60歳でパーキンソン病の診断を受けた筆者が闘病生活を赤裸々につづる連載。第6回は、頭に穴を開けるDBS(脳深部刺激療法)手術とその効果について前中後編に分けてお届けした。今回は、1年半ぶりの更新。痛みとの付き合い方について、患者目線で語りたい。(ジャーナリスト 原 英次郎)
痛みが俺から全てを奪う
痛い。痛くてたまらない。痛みは俺からあらゆる気力を奪い去っていく――。
『元経済誌編集長、パーキンソン病と闘う』連載を中断してから、早いもので1年半もたってしまった。最後に更新した記事『脳の手術後「夫の人格が変わった」「電極を抜いて」と語る妻…本当の闘いはこれからだ』から、再び筆を執るまでに、これほど時間がかかってしまったことをお詫びしたい。
一番の要因は、痛みだ。次いで、痛みを中心とした生活が俺を怠け者にしてしまったことだ。まず、そこに至るまでを振り返りたい。
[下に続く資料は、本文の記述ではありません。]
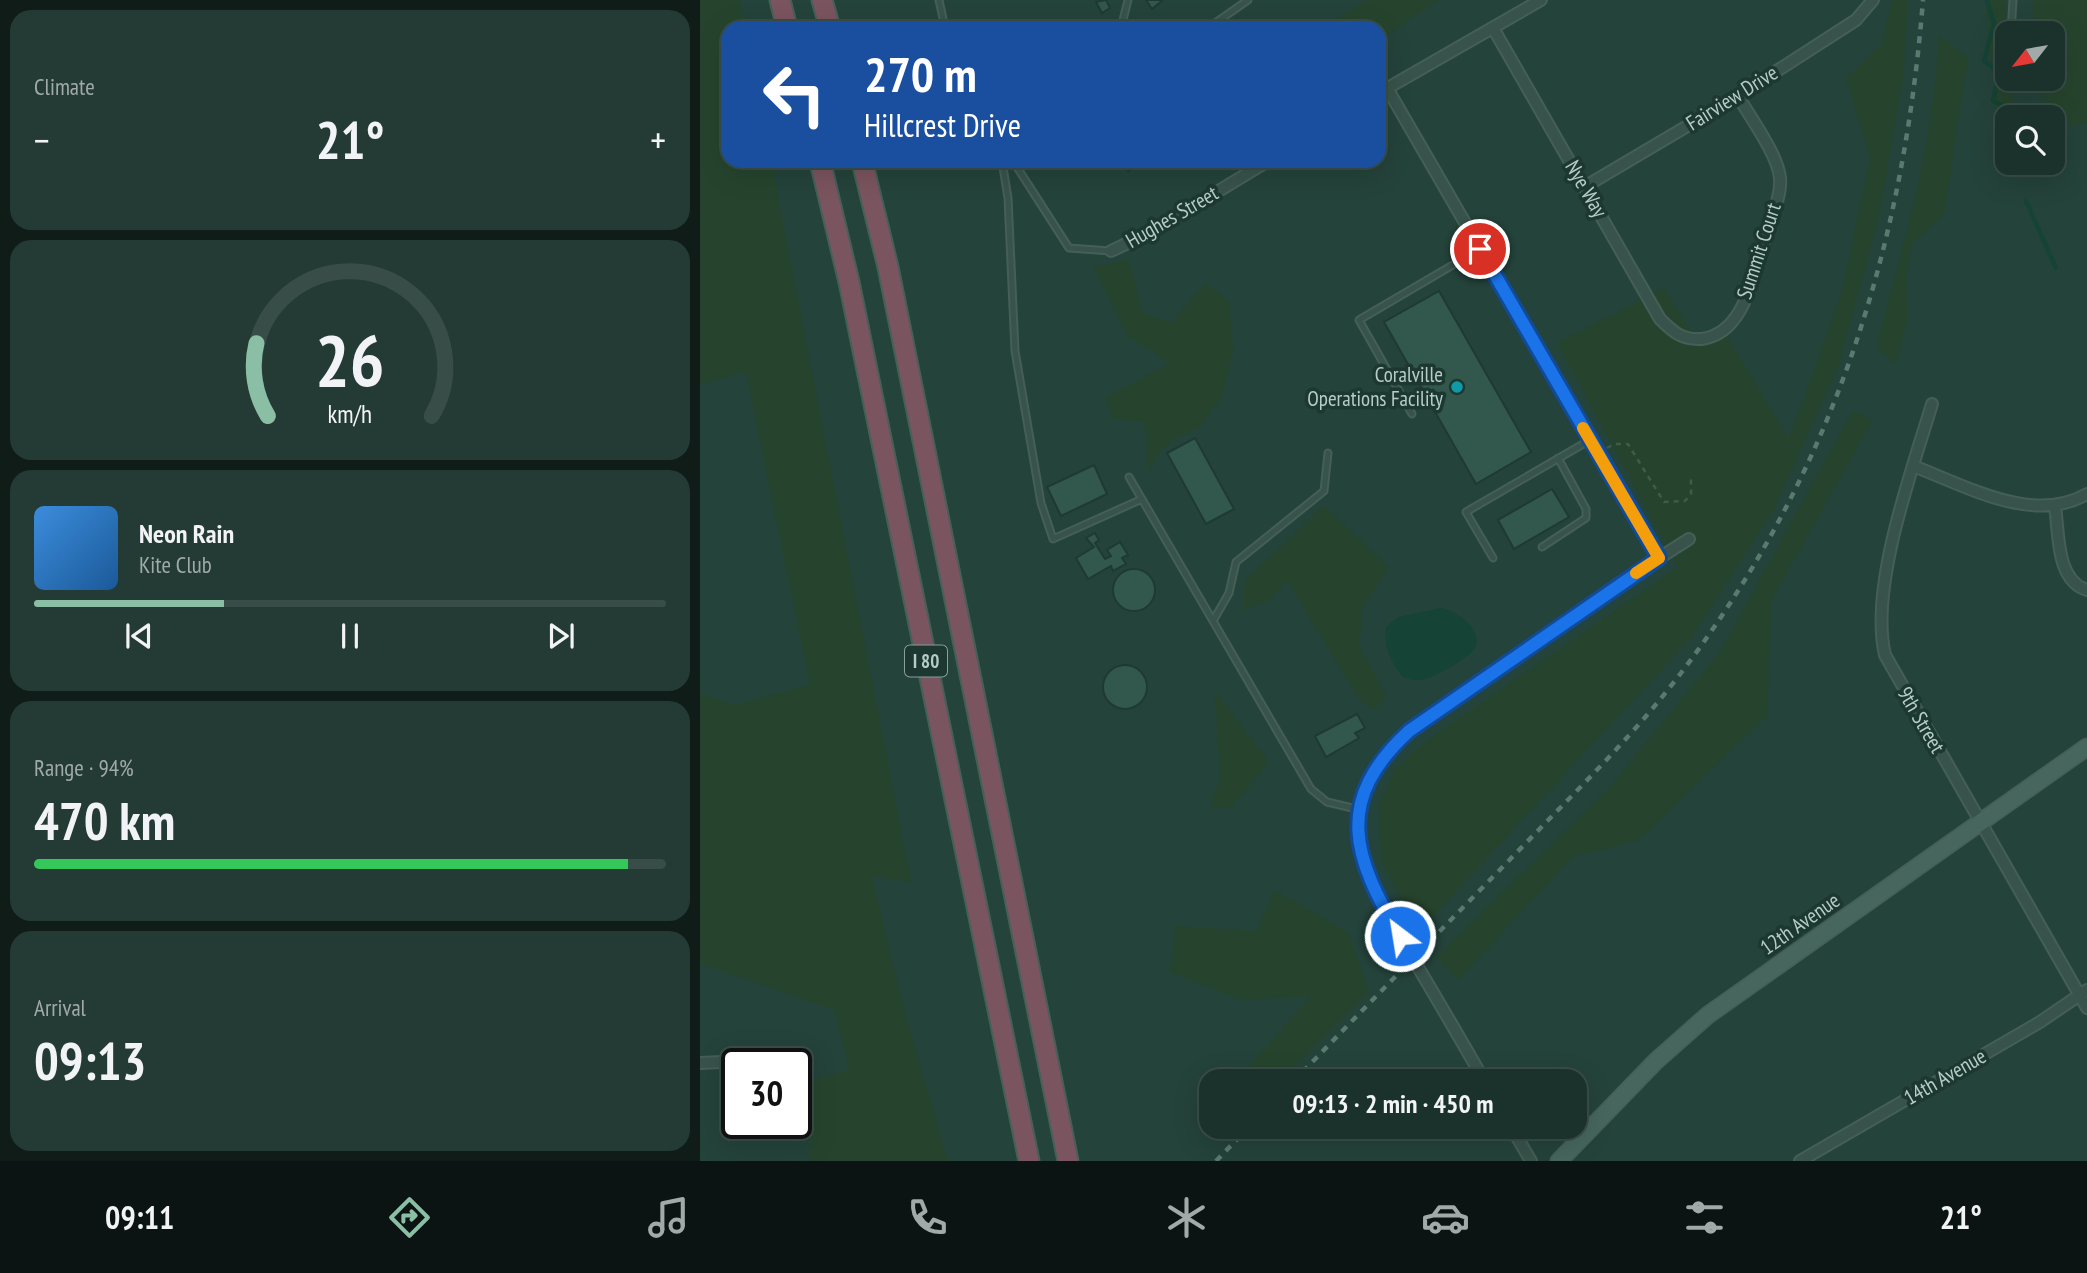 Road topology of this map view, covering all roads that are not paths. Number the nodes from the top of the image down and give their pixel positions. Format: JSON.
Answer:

2022年9月 DBS手術(頭蓋骨に穴を開け電極を脳の深部に設置)
23年5月 母が逝去
同年9月 兄と五島旅行
同年10月 DBS実施後1年経過、効果測定の検査入院
同年12月 順天堂医院ペインコントロールと整形外科を受診
24年1月 同院整形外科にてヘルニコア実施
同年3月 ヘルニア摘出手術
同年4月 成田リハビリテーション病院に転院
同年6月 同院から退院
痛いのは本当に困る。実生活に支障が出るのは当然だが、「病に負けないぞ」と闘う気力まで奪っていく。
痛みだしたのは23年の桜の季節だ。家内の友人が遊びに来て、佐倉城址公園に花見に出かけたときのこと。車から降りて1~2メートル歩くと、もうアウト。腰から足にかけて痛くて歩けなくなった。
その直後に、田舎の老人ホームに置いたままの母が危篤となり、すぐ虹の橋を渡ってしまった。田舎とは、佐賀県は伊万里市である。成田空港から福岡空港まで1時間半、それからバスに揺られて2時間近くかかる。乗り継ぎも含めると5時間を超える。俺はなんの親孝行もしなかった申し訳なさゆえ、何度も往復した。